Comme dans Les Misérables (lire la critique ici), on est en immersion avec des keufs, non pas sur TMC ou NRJ12, mais devant les caméras d’un cinéaste de fiction. H24 avec trois flics de la BAC, seuls au monde face à la horde de sauvages qui dealent de la drogue. Comme dans les Misérables, chacun des keufs a une petite vie pépère, qui boivent des bières, font des barbeuk et fument des bédos comme tout le monde, bref des gars tranquilles qui veulent juste faire “bien leur boulot” alors qu’ils sont démunis, abandonnés, manquant de moyens et de considération. Des gars méprisés et lâchés par leur hiérarchie, finalement trahis par leurs chefs qui les ont pourtant couverts à trafiquer avec les traficants pour opérer un coup de filet géant dans une des cités “chaudes” de Marseille.
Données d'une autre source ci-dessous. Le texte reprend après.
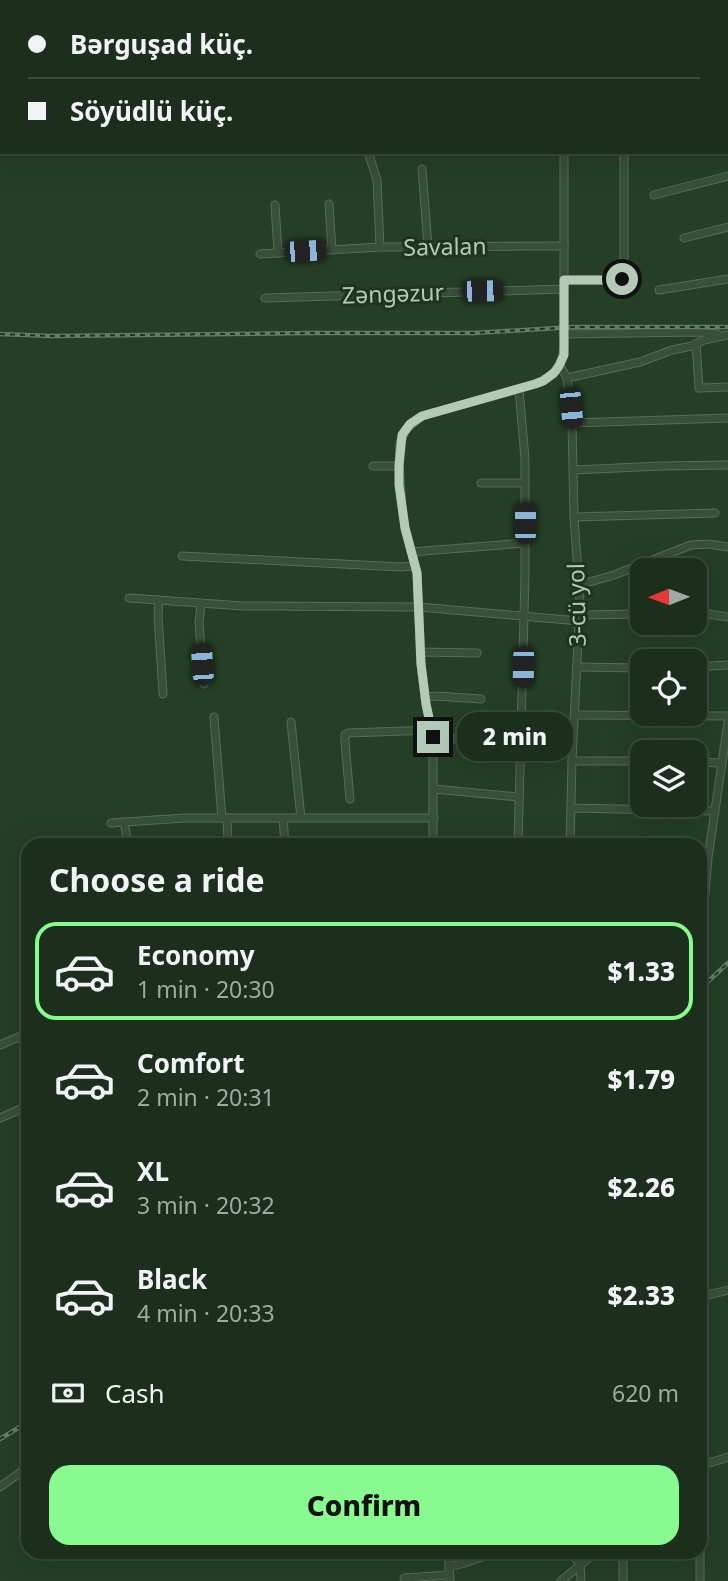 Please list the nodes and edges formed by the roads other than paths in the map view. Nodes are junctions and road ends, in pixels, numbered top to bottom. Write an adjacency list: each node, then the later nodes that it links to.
1 (369, 154): 13 (street, Savalan)
2 (564, 154): 12 (street)
3 (624, 154): 18 (street)
4 (422, 169): 11 (street)
5 (728, 176): 6 (street)
6 (654, 195)
7 (329, 204): 14 (street)
8 (275, 205): 15 (street)
9 (728, 227): 10 (street)
10 (684, 239)
11 (428, 246): 12 (street, Savalan); 13 (street, Savalan)
12 (564, 246): 18 (street)
13 (380, 247): 14 (street)
14 (332, 250): 15 (street)
15 (278, 253): 16 (street)
16 (260, 254)
17 (728, 279): 20 (street)
18 (564, 280): 19 (street)
19 (564, 289): 21 (street, Zəngəzur); 22 (street)
20 (659, 290)
21 (265, 298)
22 (564, 334): 23 (street); 25 (street)
23 (727, 335): 24 (street)
24 (696, 344): 26 (street); 27 (street)
25 (559, 366): 26 (street, 3-cü yol); 28 (street)
26 (567, 378): 30 (street, 3-cü yol)
27 (728, 387)
28 (519, 389): 33 (street); 36 (street)
29 (728, 418): 30 (street)
30 (572, 423): 34 (street, 3-cü yol)
31 (728, 465): 34 (street)
32 (373, 466): 33 (street)
33 (399, 466): 41 (street)
34 (574, 470): 38 (street, 3-cü yol)
35 (481, 483): 36 (street)
36 (525, 483): 39 (street)
37 (715, 513): 38 (street)
38 (574, 517): 44 (street, 3-cü yol)
39 (525, 543): 41 (street); 51 (street)
40 (728, 547): 44 (street)
41 (411, 552): 43 (street)
42 (182, 556): 43 (street)
43 (415, 566): 48 (street)
44 (579, 585): 53 (street, 3-cü yol)
45 (129, 598): 46 (street)
46 (159, 600): 47 (street); 61 (street)
47 (201, 604): 48 (street); 60 (street)
48 (419, 607): 51 (street); 54 (street)
49 (707, 614): 52 (street)
50 (630, 615): 53 (street)
51 (524, 617): 53 (street); 70 (street)
52 (728, 617)
53 (579, 618): 58 (street, 3-cü yol)
54 (420, 652): 55 (street); 62 (street)
55 (477, 653)
56 (728, 665): 57 (street)
57 (707, 666)
58 (577, 667): 59 (street); 64 (street, 3-cü yol)
59 (630, 668)
60 (204, 684)
61 (163, 694)
62 (425, 697): 63 (street); 69 (street)
63 (481, 699)
64 (575, 715): 65 (street); 71 (street, 3-cü yol)
65 (728, 716)
66 (214, 717): 80 (street)
67 (291, 722): 82 (street)
68 (728, 722): 74 (street)
69 (432, 733): 70 (street); 75 (street); 77 (street)
70 (521, 744): 76 (street)
71 (572, 761): 72 (street); 78 (street, 3-cü yol)
72 (630, 761)
73 (707, 762): 74 (street)
74 (721, 763): 79 (street)
75 (434, 789): 76 (street); 83 (street)
76 (518, 797): 90 (street)
77 (349, 799)
78 (571, 808): 79 (street); 91 (street, 3-cü yol)
79 (715, 811): 92 (street)
80 (224, 818): 81 (street); 84 (street); 87 (street)
81 (283, 818): 82 (street); 88 (street)
82 (301, 818): 83 (street)
83 (434, 818): 89 (street)
84 (124, 822): 85 (street); 86 (street)
85 (111, 823)
86 (127, 838)
87 (227, 838)
88 (284, 838)
89 (433, 838)
90 (518, 838)
91 (570, 838)
92 (707, 845)
93 (21, 1036): 94 (street)
94 (0, 1045)
95 (21, 1109): 96 (street)
96 (0, 1118)
97 (728, 1290): 98 (street)
98 (707, 1295)
99 (728, 1457): 100 (street)
100 (707, 1464)
101 (21, 1472): 102 (street)
102 (0, 1487)
103 (477, 1559): 109 (street)
104 (576, 1559): 108 (street)
105 (587, 1559): 108 (street)
106 (623, 1559): 113 (street)
107 (700, 1559): 114 (street)
108 (580, 1565): 111 (street); 112 (street)
109 (449, 1574): 110 (street)
110 (404, 1578)
111 (561, 1581)
112 (581, 1581)
113 (623, 1581)
114 (700, 1581)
Cette opération guerrière est au centre du film, même les plus critiques trouvent la scène “incroyable de réalisme”. 

Bien sur que les trois flics qui servent de fil conducteur sont de gros bourrins virilistes : la seule femme flic qu’on voit un peu dans le scénario est enceinte et va acoucher d’un des trois héros. Forcément, ça rend le tableau encore plus “humain”. Bien sûr que le but de cette super production est de travestir des “flics de terrain” en héros incompris et finalement victimes d’une vaste machination, et même d’une erreur judiciaire puisqu’ils partent quelques mois en détention préventive. Bien sûr que l’intention du réalisateur est de partir d’une “histoire vraie” pour construire une fable intemporelle sur l’empathie et l’humanisme de trois justiciers en civils (“la drogue c’est mal…”), qui se battent contre la terre entière, y compris leurs collègues (qui les lâchent en rase campagne une fois mis en examens) et toute leur hiérarchie (gangrénée par l’arrivisme d’un commissaire et les calculs politicards du ministre de l’Intérieur en personne). 
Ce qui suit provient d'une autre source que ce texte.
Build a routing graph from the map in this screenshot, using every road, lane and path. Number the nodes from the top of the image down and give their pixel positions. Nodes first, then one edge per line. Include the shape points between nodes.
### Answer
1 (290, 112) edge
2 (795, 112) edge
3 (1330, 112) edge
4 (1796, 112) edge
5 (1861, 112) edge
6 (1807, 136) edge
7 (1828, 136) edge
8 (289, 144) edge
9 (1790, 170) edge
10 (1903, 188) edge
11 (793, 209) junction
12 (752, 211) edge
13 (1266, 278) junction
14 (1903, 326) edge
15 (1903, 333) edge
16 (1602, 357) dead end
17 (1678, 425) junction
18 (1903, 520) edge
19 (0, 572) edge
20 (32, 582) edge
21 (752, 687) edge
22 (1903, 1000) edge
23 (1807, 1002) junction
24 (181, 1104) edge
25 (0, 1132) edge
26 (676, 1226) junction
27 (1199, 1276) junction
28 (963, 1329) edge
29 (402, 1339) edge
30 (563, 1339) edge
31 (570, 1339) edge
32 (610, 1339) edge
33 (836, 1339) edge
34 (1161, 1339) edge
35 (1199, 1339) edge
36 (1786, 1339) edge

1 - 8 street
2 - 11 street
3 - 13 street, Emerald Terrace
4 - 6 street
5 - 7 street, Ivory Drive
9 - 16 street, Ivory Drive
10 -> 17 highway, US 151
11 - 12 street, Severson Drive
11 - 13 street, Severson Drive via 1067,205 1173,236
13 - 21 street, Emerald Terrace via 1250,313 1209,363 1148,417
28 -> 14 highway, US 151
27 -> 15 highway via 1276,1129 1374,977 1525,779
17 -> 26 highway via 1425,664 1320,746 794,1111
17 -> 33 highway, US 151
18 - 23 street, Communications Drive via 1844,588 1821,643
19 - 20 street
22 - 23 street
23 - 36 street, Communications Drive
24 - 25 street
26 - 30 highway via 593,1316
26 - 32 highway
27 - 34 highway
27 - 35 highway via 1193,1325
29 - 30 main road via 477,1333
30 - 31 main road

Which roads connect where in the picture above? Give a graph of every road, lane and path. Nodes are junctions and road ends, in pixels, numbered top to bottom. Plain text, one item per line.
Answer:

Bien sur que ce film est caricatural. Les agents de l’IGPN sont présentés comme inflexibles, intransigeants avec la loi, minutieux et intrusifs dans leurs questions, et même rageurs contre les ripoux qui ont franchi la ligne jaune. On sait pourtant très bien à quoi sert l’inspection générale et comment elle se comporte lorsqu’il s’agit de trouver aux flics suspects des circonstances atténuantes (*). L’IGPN prend donc le rôle du sheriff sans reproches face à trois petits desperados accusés à tort de trafic de drogue et d’extorsion, alors que ce n‘est pas de leur faute : on les a poussé à agir contre la loi, c’était la seule manière de rémunérer un indicateur qui devait les mettre sur la piste d’une grosse livraison de came..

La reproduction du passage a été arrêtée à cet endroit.